## EXERCISE GOAL
Output every entry verbatim.

DATA Start Marker

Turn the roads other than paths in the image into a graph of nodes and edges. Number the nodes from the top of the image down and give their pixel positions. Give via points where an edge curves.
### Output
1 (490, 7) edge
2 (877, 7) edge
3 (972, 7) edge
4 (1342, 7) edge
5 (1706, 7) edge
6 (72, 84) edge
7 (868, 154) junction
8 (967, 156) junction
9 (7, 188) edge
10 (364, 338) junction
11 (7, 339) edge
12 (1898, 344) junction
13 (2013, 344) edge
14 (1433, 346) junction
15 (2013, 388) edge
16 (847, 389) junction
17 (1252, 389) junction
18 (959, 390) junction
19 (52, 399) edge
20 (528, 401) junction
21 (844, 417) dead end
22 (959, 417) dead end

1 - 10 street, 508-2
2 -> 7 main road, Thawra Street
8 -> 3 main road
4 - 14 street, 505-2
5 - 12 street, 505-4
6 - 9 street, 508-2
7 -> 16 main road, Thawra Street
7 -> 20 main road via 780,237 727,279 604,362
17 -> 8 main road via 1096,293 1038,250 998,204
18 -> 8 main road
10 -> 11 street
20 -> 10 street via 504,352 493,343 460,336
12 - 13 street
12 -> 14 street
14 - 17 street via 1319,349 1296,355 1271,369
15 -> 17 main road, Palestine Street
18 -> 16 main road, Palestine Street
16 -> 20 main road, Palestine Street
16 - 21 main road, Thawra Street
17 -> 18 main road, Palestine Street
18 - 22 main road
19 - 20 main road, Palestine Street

DATA End Marker

## TASK RESULT
Turn the roads other than paths in the image into a graph of nodes and edges. Number the nodes from the top of the image down and give their pixel positions. Give via points where an edge curves.
### Output
1 (490, 7) edge
2 (877, 7) edge
3 (972, 7) edge
4 (1342, 7) edge
5 (1706, 7) edge
6 (72, 84) edge
7 (868, 154) junction
8 (967, 156) junction
9 (7, 188) edge
10 (364, 338) junction
11 (7, 339) edge
12 (1898, 344) junction
13 (2013, 344) edge
14 (1433, 346) junction
15 (2013, 388) edge
16 (847, 389) junction
17 (1252, 389) junction
18 (959, 390) junction
19 (52, 399) edge
20 (528, 401) junction
21 (844, 417) dead end
22 (959, 417) dead end

1 - 10 street, 508-2
2 -> 7 main road, Thawra Street
8 -> 3 main road
4 - 14 street, 505-2
5 - 12 street, 505-4
6 - 9 street, 508-2
7 -> 16 main road, Thawra Street
7 -> 20 main road via 780,237 727,279 604,362
17 -> 8 main road via 1096,293 1038,250 998,204
18 -> 8 main road
10 -> 11 street
20 -> 10 street via 504,352 493,343 460,336
12 - 13 street
12 -> 14 street
14 - 17 street via 1319,349 1296,355 1271,369
15 -> 17 main road, Palestine Street
18 -> 16 main road, Palestine Street
16 -> 20 main road, Palestine Street
16 - 21 main road, Thawra Street
17 -> 18 main road, Palestine Street
18 - 22 main road
19 - 20 main road, Palestine Street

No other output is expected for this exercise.